Search the data below for the word "positions" and copy each line that holds it.

Stored data
+ + + + + + +
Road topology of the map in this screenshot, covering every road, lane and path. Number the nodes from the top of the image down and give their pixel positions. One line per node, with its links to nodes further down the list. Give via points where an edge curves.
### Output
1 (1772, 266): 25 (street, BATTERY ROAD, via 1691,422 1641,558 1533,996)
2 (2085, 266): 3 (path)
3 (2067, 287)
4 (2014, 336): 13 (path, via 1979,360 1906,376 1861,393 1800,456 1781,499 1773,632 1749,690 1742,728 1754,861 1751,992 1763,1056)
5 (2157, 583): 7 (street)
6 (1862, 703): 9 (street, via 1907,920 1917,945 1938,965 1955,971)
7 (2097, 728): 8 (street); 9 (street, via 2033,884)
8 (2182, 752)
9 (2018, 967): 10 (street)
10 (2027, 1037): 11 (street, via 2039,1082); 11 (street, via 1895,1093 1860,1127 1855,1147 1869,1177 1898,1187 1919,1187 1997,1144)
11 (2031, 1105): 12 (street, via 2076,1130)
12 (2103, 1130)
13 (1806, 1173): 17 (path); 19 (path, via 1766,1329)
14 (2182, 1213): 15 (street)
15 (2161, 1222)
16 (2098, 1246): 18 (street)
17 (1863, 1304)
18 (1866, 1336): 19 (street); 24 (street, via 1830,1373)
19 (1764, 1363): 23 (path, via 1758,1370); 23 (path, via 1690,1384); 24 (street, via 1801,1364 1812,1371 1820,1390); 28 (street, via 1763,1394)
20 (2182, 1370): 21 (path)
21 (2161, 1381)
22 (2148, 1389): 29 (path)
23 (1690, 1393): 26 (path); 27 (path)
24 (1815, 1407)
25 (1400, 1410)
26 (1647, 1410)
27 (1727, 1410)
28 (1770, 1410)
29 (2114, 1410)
+ + + + + + +
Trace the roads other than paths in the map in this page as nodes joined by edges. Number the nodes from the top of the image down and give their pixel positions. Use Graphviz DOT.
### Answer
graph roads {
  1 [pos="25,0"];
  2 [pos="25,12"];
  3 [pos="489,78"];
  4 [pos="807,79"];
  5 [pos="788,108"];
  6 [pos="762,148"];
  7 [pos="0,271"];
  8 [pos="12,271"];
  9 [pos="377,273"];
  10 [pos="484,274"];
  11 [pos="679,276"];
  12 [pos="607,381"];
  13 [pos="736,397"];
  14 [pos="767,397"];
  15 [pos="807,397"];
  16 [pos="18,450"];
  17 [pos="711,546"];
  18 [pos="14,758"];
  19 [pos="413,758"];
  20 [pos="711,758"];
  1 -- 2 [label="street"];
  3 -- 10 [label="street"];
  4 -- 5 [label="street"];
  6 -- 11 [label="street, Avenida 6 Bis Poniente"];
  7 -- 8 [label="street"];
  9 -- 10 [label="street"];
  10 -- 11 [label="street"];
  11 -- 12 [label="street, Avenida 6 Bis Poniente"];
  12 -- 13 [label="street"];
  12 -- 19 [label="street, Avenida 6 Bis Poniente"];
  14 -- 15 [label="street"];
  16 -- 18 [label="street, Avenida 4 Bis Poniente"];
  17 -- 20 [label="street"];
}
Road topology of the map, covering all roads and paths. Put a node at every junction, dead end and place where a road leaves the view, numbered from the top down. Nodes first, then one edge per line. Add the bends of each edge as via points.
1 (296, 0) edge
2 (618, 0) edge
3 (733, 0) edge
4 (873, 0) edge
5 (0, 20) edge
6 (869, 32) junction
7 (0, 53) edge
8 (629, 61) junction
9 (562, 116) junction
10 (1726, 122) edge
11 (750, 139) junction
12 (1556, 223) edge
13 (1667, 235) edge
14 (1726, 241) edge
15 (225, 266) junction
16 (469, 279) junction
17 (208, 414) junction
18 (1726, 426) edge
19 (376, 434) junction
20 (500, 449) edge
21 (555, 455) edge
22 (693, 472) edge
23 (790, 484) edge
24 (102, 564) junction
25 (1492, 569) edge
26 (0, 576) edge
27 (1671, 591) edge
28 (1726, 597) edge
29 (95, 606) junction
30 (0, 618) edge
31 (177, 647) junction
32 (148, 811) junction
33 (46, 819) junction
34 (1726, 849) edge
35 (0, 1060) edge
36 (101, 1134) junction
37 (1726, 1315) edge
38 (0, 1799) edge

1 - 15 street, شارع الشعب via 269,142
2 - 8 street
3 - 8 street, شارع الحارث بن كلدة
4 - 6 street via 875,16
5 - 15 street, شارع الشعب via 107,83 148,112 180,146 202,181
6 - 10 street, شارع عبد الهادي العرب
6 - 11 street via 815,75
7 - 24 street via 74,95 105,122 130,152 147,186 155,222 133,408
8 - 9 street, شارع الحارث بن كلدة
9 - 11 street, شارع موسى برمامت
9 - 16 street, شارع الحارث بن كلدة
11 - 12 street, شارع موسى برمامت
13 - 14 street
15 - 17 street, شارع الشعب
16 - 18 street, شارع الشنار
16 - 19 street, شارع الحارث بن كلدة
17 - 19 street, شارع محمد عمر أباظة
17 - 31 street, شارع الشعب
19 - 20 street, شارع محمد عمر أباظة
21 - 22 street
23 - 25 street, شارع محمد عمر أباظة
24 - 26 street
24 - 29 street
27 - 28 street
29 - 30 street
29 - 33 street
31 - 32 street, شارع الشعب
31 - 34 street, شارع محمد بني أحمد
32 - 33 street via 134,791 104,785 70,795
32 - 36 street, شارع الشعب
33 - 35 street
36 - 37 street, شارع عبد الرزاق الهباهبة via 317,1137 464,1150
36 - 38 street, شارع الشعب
+ + + + + + +
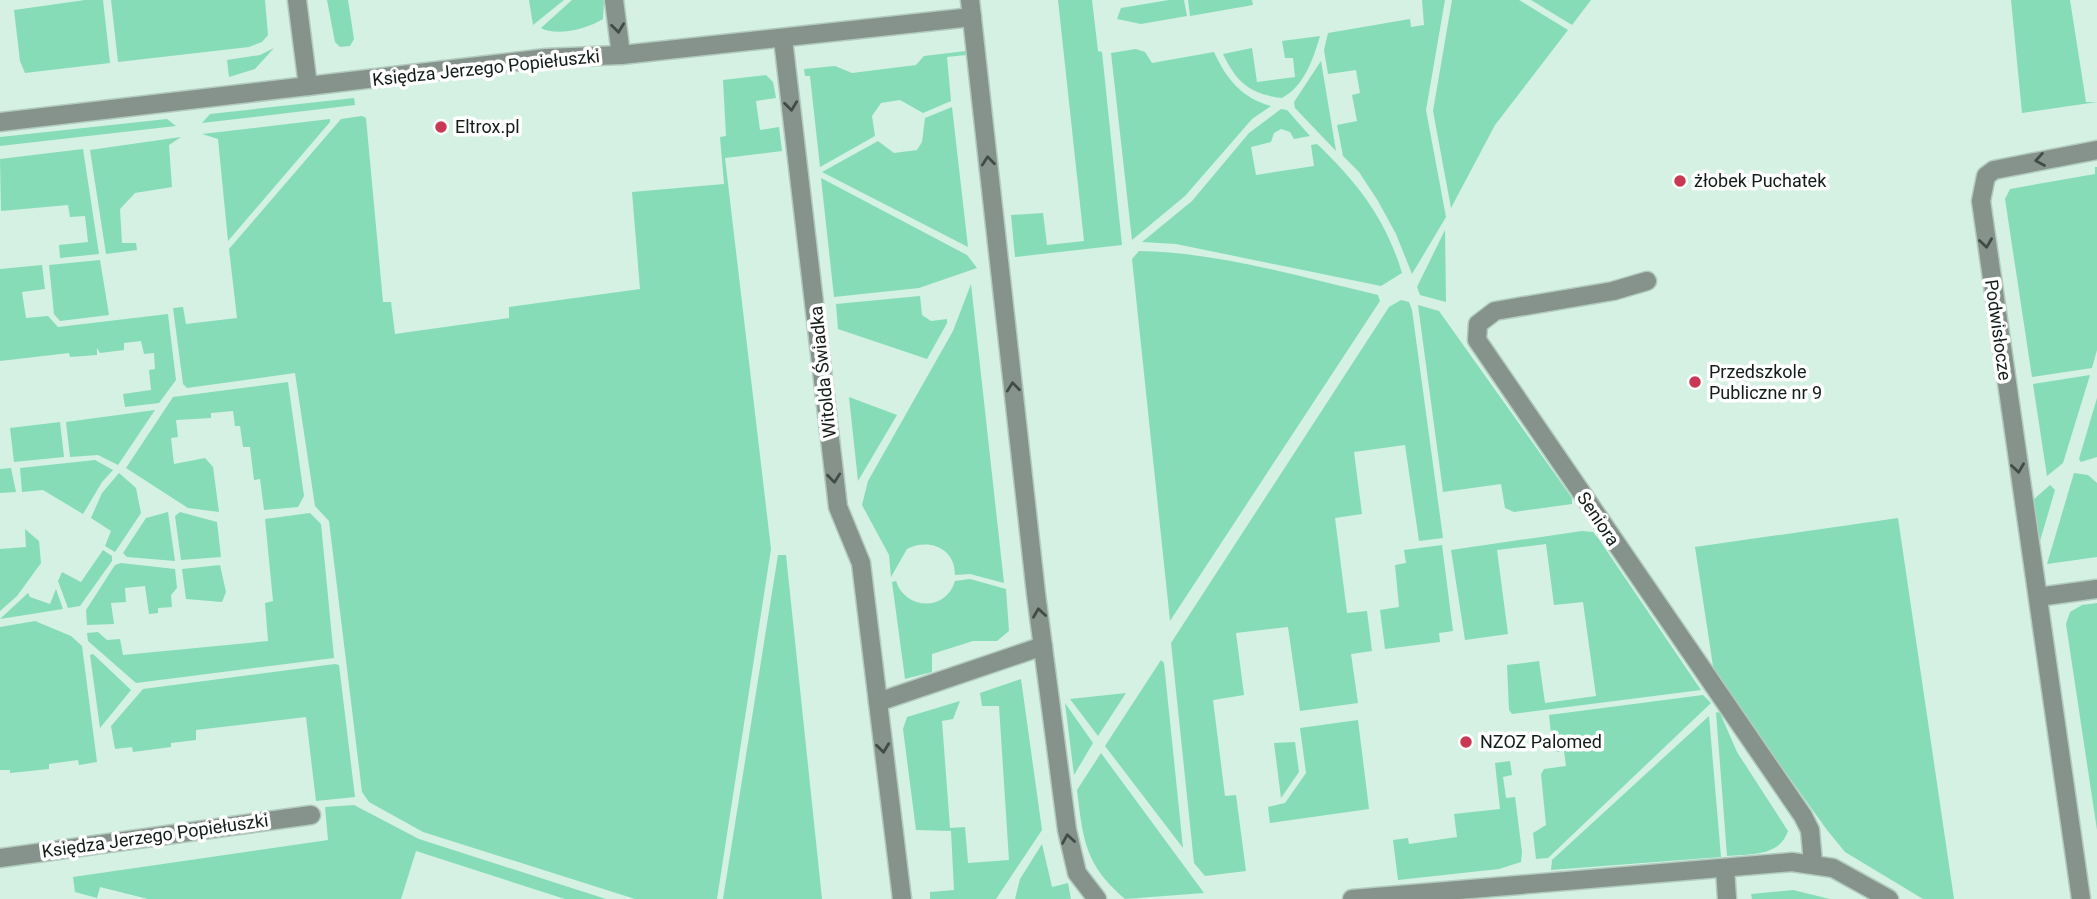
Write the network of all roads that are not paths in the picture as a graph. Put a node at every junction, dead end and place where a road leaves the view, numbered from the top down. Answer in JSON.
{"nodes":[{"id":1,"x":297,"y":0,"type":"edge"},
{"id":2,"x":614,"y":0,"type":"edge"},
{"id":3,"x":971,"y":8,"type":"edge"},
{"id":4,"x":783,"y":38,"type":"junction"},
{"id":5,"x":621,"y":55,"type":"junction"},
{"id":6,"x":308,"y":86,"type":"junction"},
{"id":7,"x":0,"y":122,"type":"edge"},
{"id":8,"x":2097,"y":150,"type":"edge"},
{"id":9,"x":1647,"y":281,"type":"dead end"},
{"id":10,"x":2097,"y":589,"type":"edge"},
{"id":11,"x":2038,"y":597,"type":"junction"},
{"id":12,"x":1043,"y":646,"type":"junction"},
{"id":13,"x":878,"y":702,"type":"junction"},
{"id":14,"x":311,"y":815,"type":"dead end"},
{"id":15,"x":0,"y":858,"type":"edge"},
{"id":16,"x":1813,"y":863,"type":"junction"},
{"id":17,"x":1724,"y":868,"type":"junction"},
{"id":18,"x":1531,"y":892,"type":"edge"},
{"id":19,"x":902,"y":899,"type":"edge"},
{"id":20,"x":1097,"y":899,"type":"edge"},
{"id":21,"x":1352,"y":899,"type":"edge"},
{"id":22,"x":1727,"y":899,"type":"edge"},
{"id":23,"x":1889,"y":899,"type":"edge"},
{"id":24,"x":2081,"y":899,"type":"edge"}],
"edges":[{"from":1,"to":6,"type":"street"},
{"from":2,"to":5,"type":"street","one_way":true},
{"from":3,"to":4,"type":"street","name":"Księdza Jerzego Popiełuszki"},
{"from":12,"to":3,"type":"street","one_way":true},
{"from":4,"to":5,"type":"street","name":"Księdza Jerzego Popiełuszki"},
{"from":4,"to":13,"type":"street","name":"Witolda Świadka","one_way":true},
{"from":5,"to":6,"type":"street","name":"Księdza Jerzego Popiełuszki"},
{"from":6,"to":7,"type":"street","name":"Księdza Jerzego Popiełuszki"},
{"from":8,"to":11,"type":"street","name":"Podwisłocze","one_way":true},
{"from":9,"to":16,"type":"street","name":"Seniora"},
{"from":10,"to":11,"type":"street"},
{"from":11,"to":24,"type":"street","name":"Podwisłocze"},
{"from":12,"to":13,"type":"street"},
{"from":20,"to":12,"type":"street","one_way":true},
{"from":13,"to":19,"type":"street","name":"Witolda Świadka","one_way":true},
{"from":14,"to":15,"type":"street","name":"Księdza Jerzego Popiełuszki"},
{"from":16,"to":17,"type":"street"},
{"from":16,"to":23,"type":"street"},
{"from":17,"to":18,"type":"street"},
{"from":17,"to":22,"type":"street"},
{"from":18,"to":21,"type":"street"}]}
+ + + + + + +
# RESPONSE
Road topology of the map in this screenshot, covering every road, lane and path. Number the nodes from the top of the image down and give their pixel positions. One line per node, with its links to nodes further down the list. Give via points where an edge curves.
Trace the roads other than paths in the map in this page as nodes joined by edges. Number the nodes from the top of the image down and give their pixel positions. Use Graphviz DOT.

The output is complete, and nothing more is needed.